American medical psychologist (1948–2005)

Andrew Michael Mattison (August 5, 1948 – December 29, 2005) was an American medical psychologist and researcher. He performed influential research in both clinical and social aspects of sexology, as well as drug use. He spent the majority of his career as a professor, practicing psychotherapist, and research scientist at the University of California, San Diego.

== Early life ==
Mattison was born in Brooklyn, NY. He graduated from Xaverian High School in 1966 and got his Bachelor's Degree in English Literature at Fairfield University. He graduated with a Master's in social work from the Stony Brook University in New York. He received his Ph.D. from United States International University (now Alliant International University) in 1975, with the dissertation Onset of Erectile Dysfunction in Diabetic Males.

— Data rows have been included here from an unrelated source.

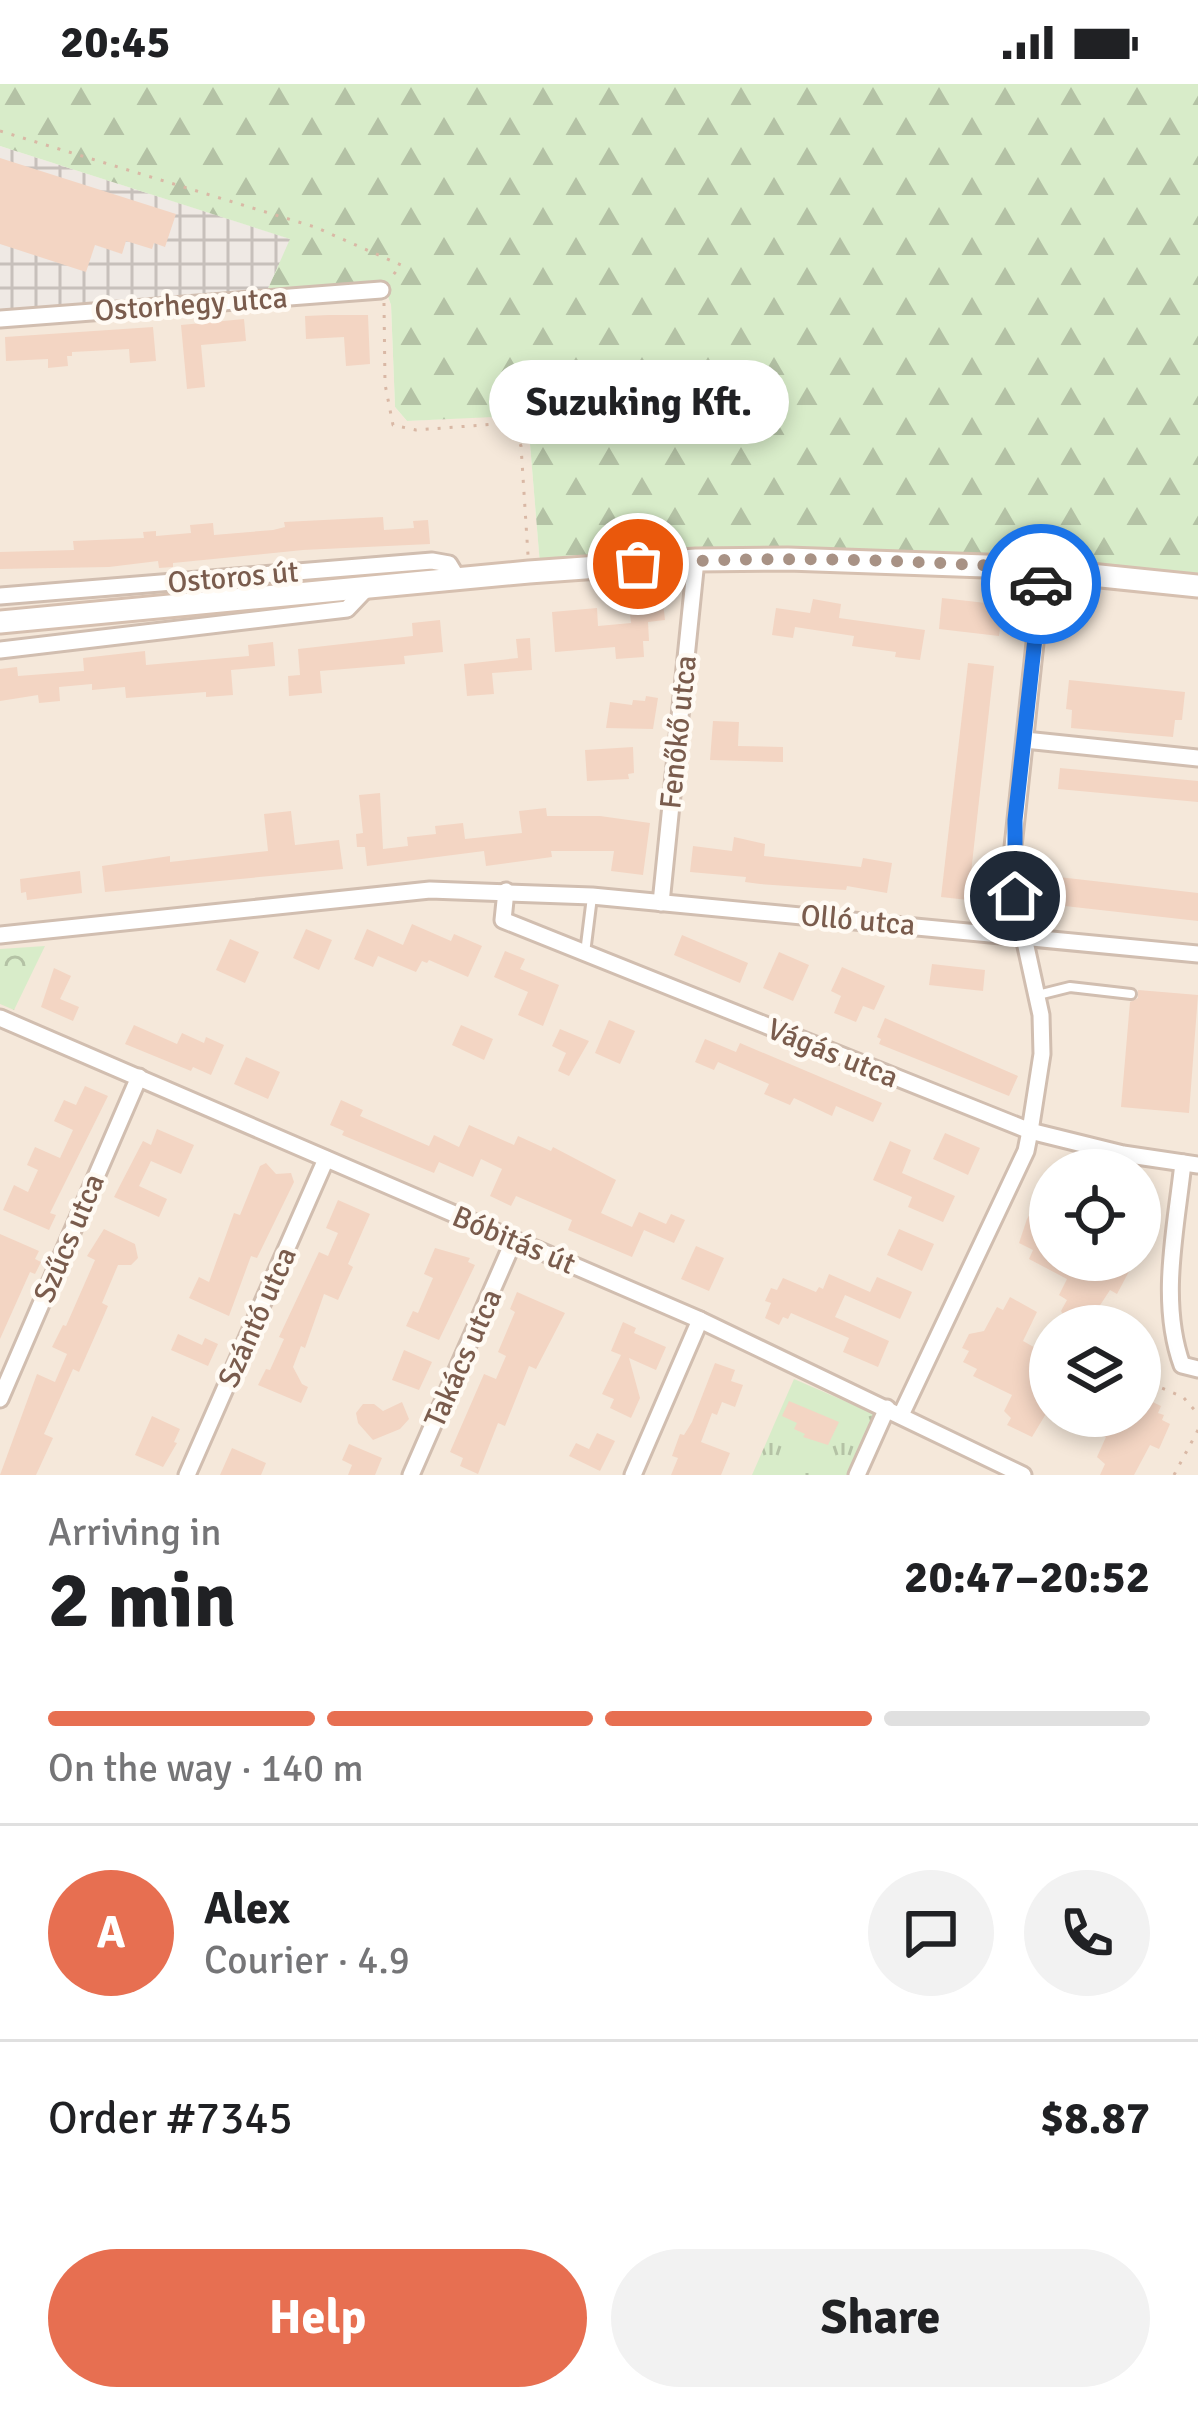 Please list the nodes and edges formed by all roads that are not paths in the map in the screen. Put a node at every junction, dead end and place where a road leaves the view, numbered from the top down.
1 (381, 290) road end
2 (0, 319) edge
3 (696, 560) junction
4 (1043, 569) junction
5 (458, 579) junction
6 (1198, 586) edge
7 (104, 588) junction
8 (366, 589) junction
9 (3, 596) edge
10 (106, 612) junction
11 (4, 621) edge
12 (0, 650) edge
13 (1025, 740) junction
14 (1198, 758) edge
15 (506, 891) junction
16 (592, 896) junction
17 (661, 903) junction
18 (0, 934) edge
19 (1025, 936) junction
20 (585, 953) junction
21 (1198, 954) edge
22 (1131, 994) dead end
23 (1038, 995) junction
24 (0, 1018) edge
25 (139, 1077) junction
26 (1030, 1131) junction
27 (326, 1159) junction
28 (1190, 1164) edge
29 (514, 1240) junction
30 (700, 1320) junction
31 (1198, 1369) edge
32 (0, 1399) edge
33 (894, 1412) junction
34 (188, 1475) edge
35 (411, 1475) edge
36 (633, 1475) edge
37 (857, 1475) edge
38 (1023, 1475) edge

1 - 2 street, Ostorhegy utca
3 - 4 main road, Ostoros út
3 - 5 main road, Ostoros út
3 - 17 street, Fenőkő utca
4 - 6 main road, Ostoros út
4 - 13 street
5 - 7 street, Ostoros út
5 - 8 main road, Ostoros út
7 - 9 street, Ostoros út
7 - 10 street
8 - 10 main road, Ostoros út
8 - 12 street, Ostoros út
9 - 11 street
10 - 11 main road, Ostoros út
13 - 14 street
13 - 19 street
15 - 16 street
15 - 18 street
15 - 20 street, Vágás utca
16 - 17 street
16 - 20 lane
17 - 19 street, Olló utca
19 - 21 street, Olló utca
19 - 23 street
20 - 26 street, Vágás utca
22 - 23 lane
23 - 26 street
24 - 25 street, Bóbitás út
25 - 27 street, Bóbitás út
25 - 32 street, Szűcs utca
26 - 28 street, Vágás utca
26 - 33 street
27 - 29 street, Bóbitás út
27 - 34 street, Szántó utca
28 - 31 street
29 - 30 street, Bóbitás út
29 - 35 street, Takács utca
30 - 33 street, Bóbitás út
30 - 36 street
33 - 37 street
33 - 38 street, Bóbitás út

His best-known book was The Male Couple: How Relationships Develop, coauthored with his partner David McWhirter (March 29, 1932 - July 28, 2006). The book argued that gay male relationships have particular tendencies distinct from other categories of sexual relationships, an innovative thesis that encouraged the growth of a new field, homosexuality studies. However, the book was also used by anti-gay marriage activists in legal arguments.

== Career ==
Mattison later began studying the use of party drugs by gay men, a controversial subject, which eventually led to a more thorough investigation of drug use in general. In 2000 he cofounded the University of California Center for Medicinal Cannabis Research, of which he was co-director until his death.

He died of stomach cancer at the age of 57.